• Exercise description:
Every line of the records that holds the word "joint" should be copied out.

• Working data:
===

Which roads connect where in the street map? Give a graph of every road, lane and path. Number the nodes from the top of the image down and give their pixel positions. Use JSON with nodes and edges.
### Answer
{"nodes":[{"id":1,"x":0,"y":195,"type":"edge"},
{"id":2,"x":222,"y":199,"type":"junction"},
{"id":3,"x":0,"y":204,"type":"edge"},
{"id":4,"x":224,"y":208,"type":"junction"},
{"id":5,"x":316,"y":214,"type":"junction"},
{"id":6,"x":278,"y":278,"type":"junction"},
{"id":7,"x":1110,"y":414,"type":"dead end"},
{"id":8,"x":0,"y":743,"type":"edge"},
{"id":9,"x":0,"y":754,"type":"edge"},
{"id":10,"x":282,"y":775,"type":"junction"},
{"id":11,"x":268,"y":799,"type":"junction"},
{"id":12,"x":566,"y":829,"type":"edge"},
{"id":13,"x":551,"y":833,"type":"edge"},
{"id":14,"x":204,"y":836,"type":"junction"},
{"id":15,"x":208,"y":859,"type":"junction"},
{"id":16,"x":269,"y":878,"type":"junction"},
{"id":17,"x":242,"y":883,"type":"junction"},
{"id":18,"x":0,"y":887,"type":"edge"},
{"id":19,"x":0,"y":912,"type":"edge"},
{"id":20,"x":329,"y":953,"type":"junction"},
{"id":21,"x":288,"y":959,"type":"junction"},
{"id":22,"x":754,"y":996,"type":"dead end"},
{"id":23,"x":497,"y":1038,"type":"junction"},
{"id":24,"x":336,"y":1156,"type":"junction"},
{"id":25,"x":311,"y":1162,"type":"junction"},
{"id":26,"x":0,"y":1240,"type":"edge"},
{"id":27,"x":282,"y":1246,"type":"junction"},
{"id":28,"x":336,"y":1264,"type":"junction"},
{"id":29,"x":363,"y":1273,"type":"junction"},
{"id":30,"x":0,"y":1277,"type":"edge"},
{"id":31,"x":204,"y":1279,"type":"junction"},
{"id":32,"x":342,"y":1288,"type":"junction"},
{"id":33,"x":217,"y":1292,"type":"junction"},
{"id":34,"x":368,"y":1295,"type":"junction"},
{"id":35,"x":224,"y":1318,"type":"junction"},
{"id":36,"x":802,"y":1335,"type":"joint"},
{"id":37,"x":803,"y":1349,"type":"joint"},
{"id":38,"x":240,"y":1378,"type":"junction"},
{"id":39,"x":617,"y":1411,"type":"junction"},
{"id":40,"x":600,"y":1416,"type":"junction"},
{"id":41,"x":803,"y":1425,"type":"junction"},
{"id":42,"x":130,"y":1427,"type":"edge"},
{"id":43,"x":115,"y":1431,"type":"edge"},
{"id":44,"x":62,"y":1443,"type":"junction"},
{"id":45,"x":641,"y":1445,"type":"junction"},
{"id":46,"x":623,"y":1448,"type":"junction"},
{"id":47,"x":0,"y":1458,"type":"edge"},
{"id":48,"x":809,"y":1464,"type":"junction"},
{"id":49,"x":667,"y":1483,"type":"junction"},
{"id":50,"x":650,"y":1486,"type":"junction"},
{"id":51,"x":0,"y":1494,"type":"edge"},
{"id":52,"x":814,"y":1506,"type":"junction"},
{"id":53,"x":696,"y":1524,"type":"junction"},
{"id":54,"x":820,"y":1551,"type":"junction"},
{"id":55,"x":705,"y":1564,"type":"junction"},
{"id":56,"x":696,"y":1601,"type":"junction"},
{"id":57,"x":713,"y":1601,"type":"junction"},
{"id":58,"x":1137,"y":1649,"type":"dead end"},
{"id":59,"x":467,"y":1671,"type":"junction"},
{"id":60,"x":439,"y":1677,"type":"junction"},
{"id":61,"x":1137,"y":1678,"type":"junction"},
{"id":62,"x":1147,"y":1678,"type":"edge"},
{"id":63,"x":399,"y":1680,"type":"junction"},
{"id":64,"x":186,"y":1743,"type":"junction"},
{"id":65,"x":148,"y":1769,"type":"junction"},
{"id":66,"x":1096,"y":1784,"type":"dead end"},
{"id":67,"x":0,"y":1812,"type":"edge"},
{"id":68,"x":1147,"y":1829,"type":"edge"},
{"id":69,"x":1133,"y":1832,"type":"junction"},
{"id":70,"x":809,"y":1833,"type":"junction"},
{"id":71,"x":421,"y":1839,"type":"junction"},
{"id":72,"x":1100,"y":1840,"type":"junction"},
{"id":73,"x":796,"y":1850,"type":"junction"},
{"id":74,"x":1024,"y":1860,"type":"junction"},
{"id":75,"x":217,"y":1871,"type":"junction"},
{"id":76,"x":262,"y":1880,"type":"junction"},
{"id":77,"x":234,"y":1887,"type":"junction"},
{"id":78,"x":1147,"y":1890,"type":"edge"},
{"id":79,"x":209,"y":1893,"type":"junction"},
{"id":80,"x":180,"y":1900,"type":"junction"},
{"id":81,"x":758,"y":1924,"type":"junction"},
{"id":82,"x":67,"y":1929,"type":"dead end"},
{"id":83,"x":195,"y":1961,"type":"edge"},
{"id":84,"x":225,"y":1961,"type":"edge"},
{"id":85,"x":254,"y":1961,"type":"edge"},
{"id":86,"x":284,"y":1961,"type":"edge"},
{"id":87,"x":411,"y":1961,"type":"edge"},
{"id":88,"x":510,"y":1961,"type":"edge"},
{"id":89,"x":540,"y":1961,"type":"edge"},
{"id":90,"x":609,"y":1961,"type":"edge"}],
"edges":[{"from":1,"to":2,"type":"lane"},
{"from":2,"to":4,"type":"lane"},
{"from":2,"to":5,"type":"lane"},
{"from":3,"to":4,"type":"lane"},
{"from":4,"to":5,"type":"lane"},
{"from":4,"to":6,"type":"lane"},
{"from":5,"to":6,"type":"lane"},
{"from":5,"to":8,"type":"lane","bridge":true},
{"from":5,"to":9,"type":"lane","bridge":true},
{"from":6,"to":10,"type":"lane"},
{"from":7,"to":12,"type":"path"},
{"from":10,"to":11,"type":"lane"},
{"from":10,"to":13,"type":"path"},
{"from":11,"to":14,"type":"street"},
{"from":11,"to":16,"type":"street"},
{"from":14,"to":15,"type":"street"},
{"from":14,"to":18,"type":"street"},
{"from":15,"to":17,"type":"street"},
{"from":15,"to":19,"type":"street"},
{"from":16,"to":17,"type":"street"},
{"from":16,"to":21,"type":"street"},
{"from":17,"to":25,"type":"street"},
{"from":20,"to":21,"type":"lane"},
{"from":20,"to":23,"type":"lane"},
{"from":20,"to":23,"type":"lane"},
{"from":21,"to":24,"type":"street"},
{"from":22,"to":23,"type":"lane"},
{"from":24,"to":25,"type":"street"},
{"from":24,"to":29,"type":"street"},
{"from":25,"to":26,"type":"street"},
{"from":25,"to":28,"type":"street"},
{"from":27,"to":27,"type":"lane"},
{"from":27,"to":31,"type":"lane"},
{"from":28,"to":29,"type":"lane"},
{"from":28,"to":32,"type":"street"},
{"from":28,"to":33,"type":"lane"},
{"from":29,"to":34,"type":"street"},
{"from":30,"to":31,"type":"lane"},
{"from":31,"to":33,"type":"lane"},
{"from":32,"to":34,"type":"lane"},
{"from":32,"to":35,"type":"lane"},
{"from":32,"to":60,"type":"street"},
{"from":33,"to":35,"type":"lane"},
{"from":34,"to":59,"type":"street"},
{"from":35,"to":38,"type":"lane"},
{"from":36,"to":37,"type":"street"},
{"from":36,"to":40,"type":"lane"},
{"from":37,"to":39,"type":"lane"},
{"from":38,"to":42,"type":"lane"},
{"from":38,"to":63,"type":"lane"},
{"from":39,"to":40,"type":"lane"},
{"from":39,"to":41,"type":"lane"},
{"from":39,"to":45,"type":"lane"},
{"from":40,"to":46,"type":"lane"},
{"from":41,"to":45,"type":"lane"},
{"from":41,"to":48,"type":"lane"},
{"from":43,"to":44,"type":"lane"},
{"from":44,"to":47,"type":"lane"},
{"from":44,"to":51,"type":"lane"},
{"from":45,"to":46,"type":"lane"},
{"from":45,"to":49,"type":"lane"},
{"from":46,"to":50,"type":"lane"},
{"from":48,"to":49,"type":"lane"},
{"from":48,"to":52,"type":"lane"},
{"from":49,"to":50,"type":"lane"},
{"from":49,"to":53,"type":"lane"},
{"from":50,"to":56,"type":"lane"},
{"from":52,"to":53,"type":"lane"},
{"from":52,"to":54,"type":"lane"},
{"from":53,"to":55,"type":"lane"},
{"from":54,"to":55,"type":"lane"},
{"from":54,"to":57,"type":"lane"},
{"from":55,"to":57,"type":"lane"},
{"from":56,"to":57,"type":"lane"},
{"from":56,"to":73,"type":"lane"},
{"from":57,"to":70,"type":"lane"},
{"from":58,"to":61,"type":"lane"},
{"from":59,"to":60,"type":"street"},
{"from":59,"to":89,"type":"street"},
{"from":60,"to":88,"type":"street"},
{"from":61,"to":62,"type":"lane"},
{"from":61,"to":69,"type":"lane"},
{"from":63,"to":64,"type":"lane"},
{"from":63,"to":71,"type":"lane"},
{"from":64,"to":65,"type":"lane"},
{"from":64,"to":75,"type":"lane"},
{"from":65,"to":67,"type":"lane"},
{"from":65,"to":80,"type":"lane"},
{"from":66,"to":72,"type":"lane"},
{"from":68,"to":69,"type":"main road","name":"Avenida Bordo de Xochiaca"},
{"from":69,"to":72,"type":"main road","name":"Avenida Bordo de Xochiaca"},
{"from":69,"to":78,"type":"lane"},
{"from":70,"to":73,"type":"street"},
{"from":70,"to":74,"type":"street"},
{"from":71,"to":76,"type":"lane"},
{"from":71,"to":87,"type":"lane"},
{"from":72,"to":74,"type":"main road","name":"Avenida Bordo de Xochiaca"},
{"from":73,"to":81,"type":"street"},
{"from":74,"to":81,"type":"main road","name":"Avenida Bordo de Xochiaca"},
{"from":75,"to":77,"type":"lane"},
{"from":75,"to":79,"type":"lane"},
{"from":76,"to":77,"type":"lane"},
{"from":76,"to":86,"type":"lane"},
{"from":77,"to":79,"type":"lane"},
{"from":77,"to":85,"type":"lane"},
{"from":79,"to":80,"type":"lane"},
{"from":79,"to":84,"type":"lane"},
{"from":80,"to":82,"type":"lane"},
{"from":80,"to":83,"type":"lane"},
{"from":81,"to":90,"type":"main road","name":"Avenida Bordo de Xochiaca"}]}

===

• Exercise response:
{"id":36,"x":802,"y":1335,"type":"joint"},
{"id":37,"x":803,"y":1349,"type":"joint"},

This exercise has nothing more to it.